Hardinge currently sells its products in the United States, Canada, China, Germany, and the United Kingdom, through distributors, independent agents, manufacturer’s representatives and through its direct sales force (only in U.S.). Hardinge was founded in 1890.
Hardinge has several competitors, but the most prominent competitor is Hurco Companies (NasdaqGS: HURC). Hurco has a slight advantage over its user interface to the machining tools, but its product line is far less diversified that that of Hardinge. In addition, Hardinge pays a dividend and has been around for nearly 70 years longer than Hurco, which was founded in 1968.
Hardinge is fairly valued with a price-to-earnings ratio of around 20 (ttm), which is average for the industry. What I really like about Hardinge, though, is their price-to-earnings growth ratio, which is just under 0.5. With their global sales channels, Hardinge has the potential for growing significantly and meeting the global demand for heavy machinery
Why a devalued dollar will help Hardinge
Imagine you were a country flush with dollars from the high-flying days of exports to the US. Now imagine those dollars are declining rapidly with no end in sight. What do you do with those dollars? You could trade them to other countries for goods, but they don’t want a rapidly depreciating asset. So that’s off the table. What else could you do with those dollars? Aha! You could buy American products, because they will readily accept those dollars. And you might as well buy products that increase the productivity of your country. Enter Hardinge. You will almost certainly see sales ramping up in the next few quarters (and years) for Hardinge; especially since products can be manufactured locally in your home country, thanks to their global manufacturing and sales channels.

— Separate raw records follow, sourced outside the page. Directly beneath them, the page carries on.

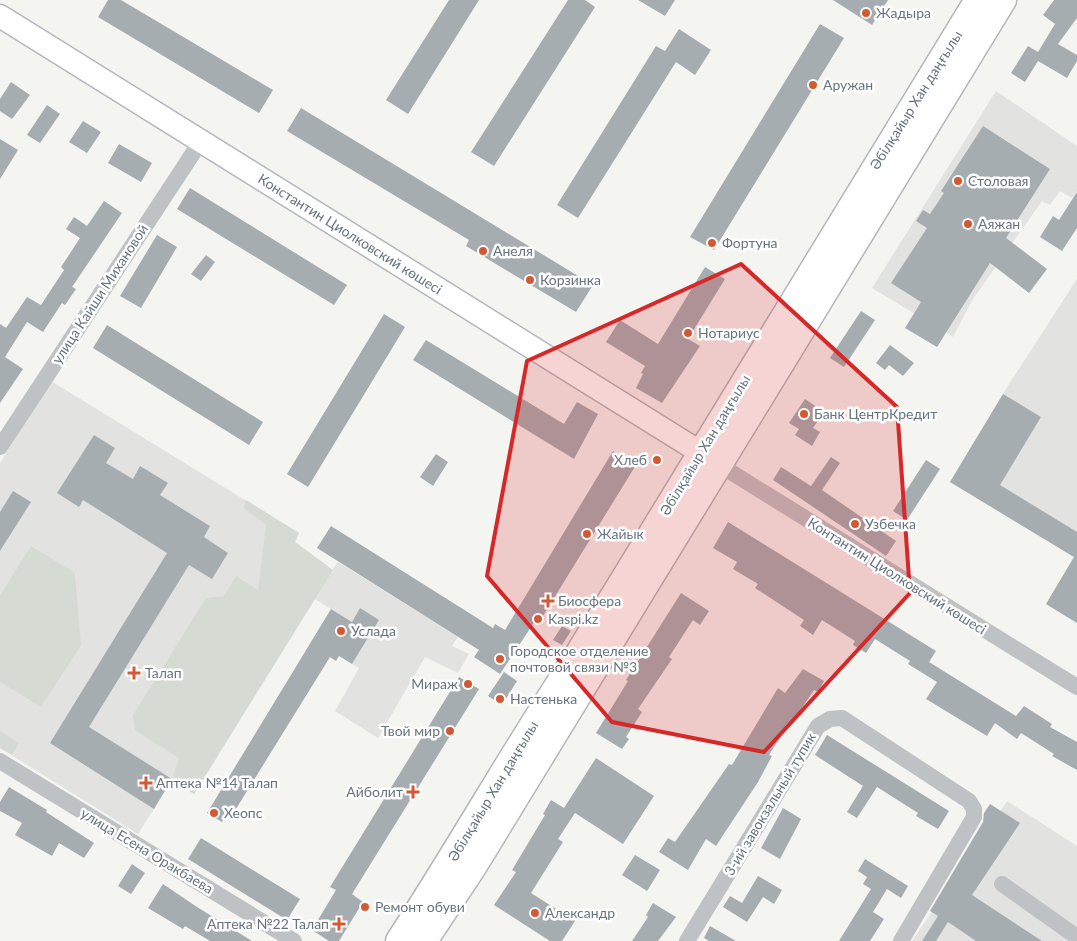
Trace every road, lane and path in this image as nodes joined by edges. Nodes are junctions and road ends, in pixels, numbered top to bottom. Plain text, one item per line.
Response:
1 (978, 0) edge
2 (1003, 0) edge
3 (0, 16) edge
4 (201, 141) junction
5 (0, 447) edge
6 (709, 458) junction
7 (1077, 687) edge
8 (0, 761) edge
9 (1002, 884) dead end
10 (1077, 937) edge
11 (294, 941) edge
12 (399, 941) edge
13 (424, 941) edge
14 (687, 941) edge
15 (901, 941) edge

1 - 6 main road, Әбілқайыр Хан даңғылы
2 - 6 main road, Әбілқайыр Хан даңғылы
3 - 4 street, Константин Циолковский көшесі
4 - 5 street, улица Кайши Михановой
4 - 6 street, Константин Циолковский көшесі
6 - 7 street, Контантин Циолковский көшесі
6 - 12 main road, Әбілқайыр Хан даңғылы
6 - 13 main road, Әбілқайыр Хан даңғылы
8 - 11 street, улица Есена Оракбаева
9 - 10 street
14 - 15 street, 3-ий завокзальный тупик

Add this to the fact that Hardinge is trading at an incredibly low price as compared to its stock value in the past 5 years, and you have a winning combination.
Dividend Record and Rate
As if that wasn’t enough, Hardinge also provides a dividend to its shareholders. This dividend has been paid out every quarter since 1995. In 2005, the dividend was increased 300% and in 2006 it was increased again by nearly 70%. Sitting at $0.20 per share right now, the yield is a respectable 1.2%. With increasing revenue and earnings-per-share expected in the future, this dividend will likely increase again in 2009.